Lupus Science and Medicine, vol.9, no.1, 2022 (SCI-Expanded) identifier identifier identifier

  • Publication Type: Article / Article
  • Volume: 9 Issue: 1
  • Publication Date: 2022
  • Doi Number: 10.1136/lupus-2022-000738
  • Journal Name: Lupus Science and Medicine
  • Journal Indexes: Science Citation Index Expanded (SCI-EXPANDED), Scopus, EMBASE, Directory of Open Access Journals
  • Keywords: Systemic Lupus Erythematosus, Antibodies, Antiphospholipid, Autoantibodies, ANTIPHOSPHOLIPID SYNDROME, COAGULATION, RIVAROXABAN, WARFARIN
  • Istanbul University Affiliated: Yes

Abstract

© Author(s)(or their employer(s)) 2022.Objectives The significance of antibodies directed against activated factor X (FXa) and thrombin (Thr) in patients with SLE and/or antiphospholipid syndrome (APS) is unknown. FXa and Thr are coregulated by antithrombin (AT) and activate complement. Therefore, we studied the ability of anti activated factor X (aFXa) and/or anti-(a)Thr IgG from patients with SLE±APS to modulate complement activation. Methods Patients with SLE±APS were selected on the basis of known aThr and/or aFXa IgG positivity, and the effects of affinity-purified aFXa/aThr IgG on FXa and Thr-mediated C3 and C5 activation were measured ±AT. Structural analyses of FXa and Thr and AT-FXa and AT-Thr complexes were analysed in conjunction with the in vitro ability of AT to regulate aFXa-FXa and aThr-Thr-mediated C3/C5 activation. Results Using affinity-purified IgG from n=14 patients, we found that aThr IgG increased Thr-mediated activation of C3 and C5, while aFXa IgG did not increase C3 or C5 activation. Structural analysis identified potential epitopes and predicted a higher likelihood of steric hindrance of AT on FXa by aFXa IgG compared with the AT-Thr-aThr IgG complex that was confirmed by in vitro studies.
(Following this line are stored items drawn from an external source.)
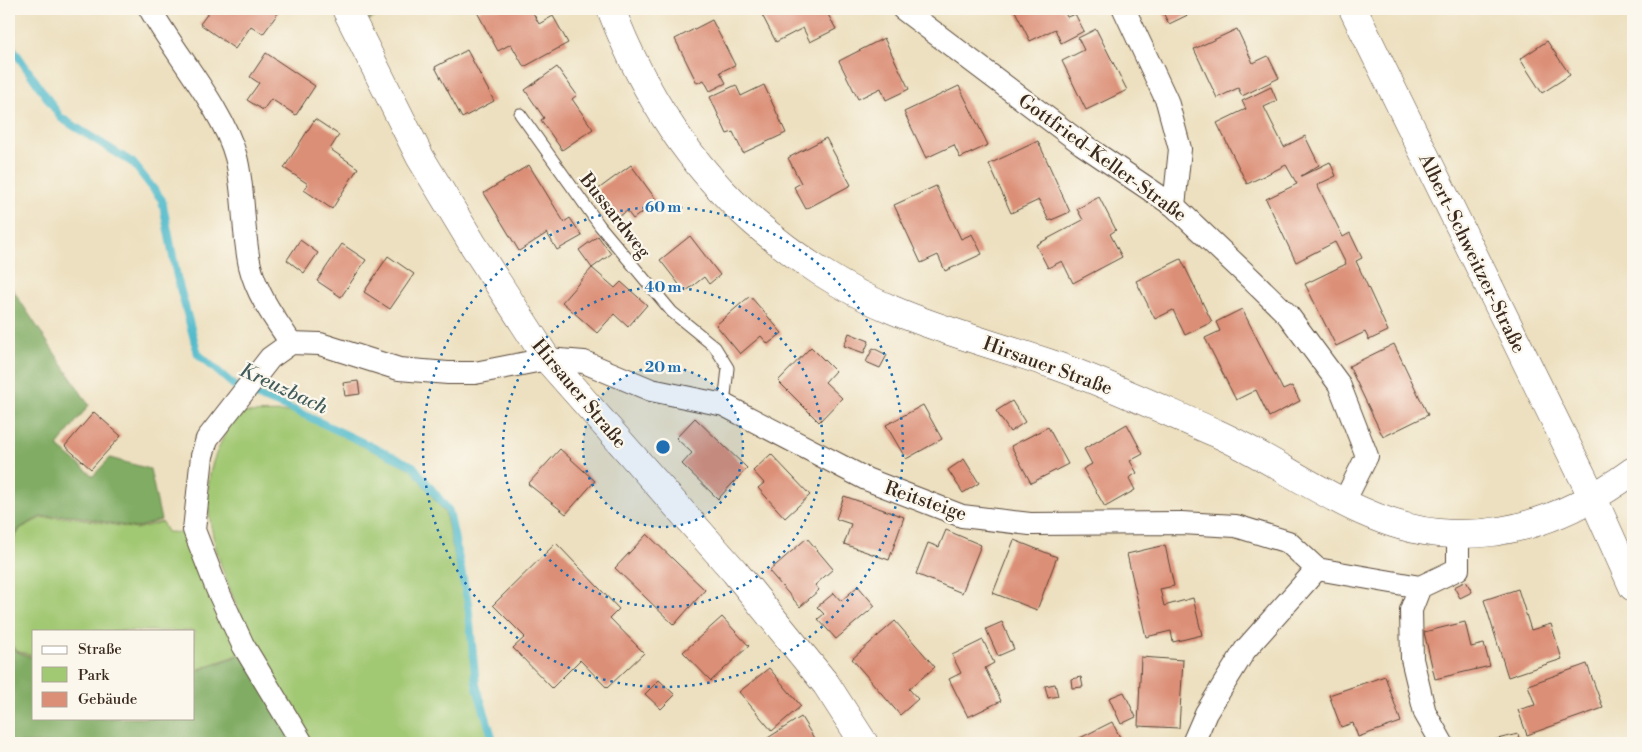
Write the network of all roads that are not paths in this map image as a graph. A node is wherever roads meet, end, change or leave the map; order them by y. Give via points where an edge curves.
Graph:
1 (150, 9) edge
2 (346, 9) edge
3 (611, 9) edge
4 (904, 9) edge
5 (1124, 9) edge
6 (1353, 9) edge
7 (520, 114) dead end
8 (1174, 206) junction
9 (291, 344) junction
10 (547, 359) junction
11 (724, 405) junction
12 (1633, 471) edge
13 (1593, 498) junction
14 (1344, 502) junction
15 (1458, 534) junction
16 (1317, 569) junction
17 (1420, 587) junction
18 (1633, 587) edge
19 (302, 743) edge
20 (864, 743) edge
21 (1193, 743) edge
22 (1442, 743) edge

1 - 9 street via 211,105 236,156 250,266 263,300
2 - 10 main road, Hirsauer Straße via 420,157
3 - 14 main road, Hirsauer Straße via 637,72 687,151 753,221 814,267 891,310 1059,366 1232,440
4 - 8 street, Gottfried-Keller-Straße via 1082,144
5 - 8 street via 1167,102 1180,149
6 - 13 main road, Albert-Schweitzer-Straße
7 - 11 lane, Bussardweg via 600,226 660,298 715,347 728,368
8 - 14 street, Gottfried-Keller-Straße via 1288,315 1340,384 1367,456
9 - 10 street, Reitsteige via 320,344 399,369 448,373 475,373
9 - 19 street via 270,358 207,439 202,456 194,530 243,645
10 - 11 street, Reitsteige via 584,362 651,390
10 - 20 main road, Hirsauer Straße via 734,572 826,684
11 - 16 street, Reitsteige via 866,479 962,516 1030,524 1236,526 1288,542
12 - 13 main road, Hirsauer Straße
13 - 15 main road, Hirsauer Straße via 1526,526
13 - 18 main road, Albert-Schweitzer-Straße
14 - 15 main road, Hirsauer Straße via 1398,525
15 - 17 street via 1458,569
16 - 17 street
16 - 21 street via 1245,650 1210,706
17 - 22 street via 1411,610 1412,658 1425,712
Longitudinal analysis of 58 patients with SLE (±APS) did not find a significant association between positivity for aFXa or aTHr IgG and C3 levels or disease activity, although there was a trend for patients positive for aFXa IgG alone or both aFXa and aThr IgG to have lower levels of C3 compared with aThr IgG alone during clinical visits. Conclusions We propose a novel method of complement regulation in patients with SLE±APS whereby aFXa and aThr IgG may have differential effects on complement activation.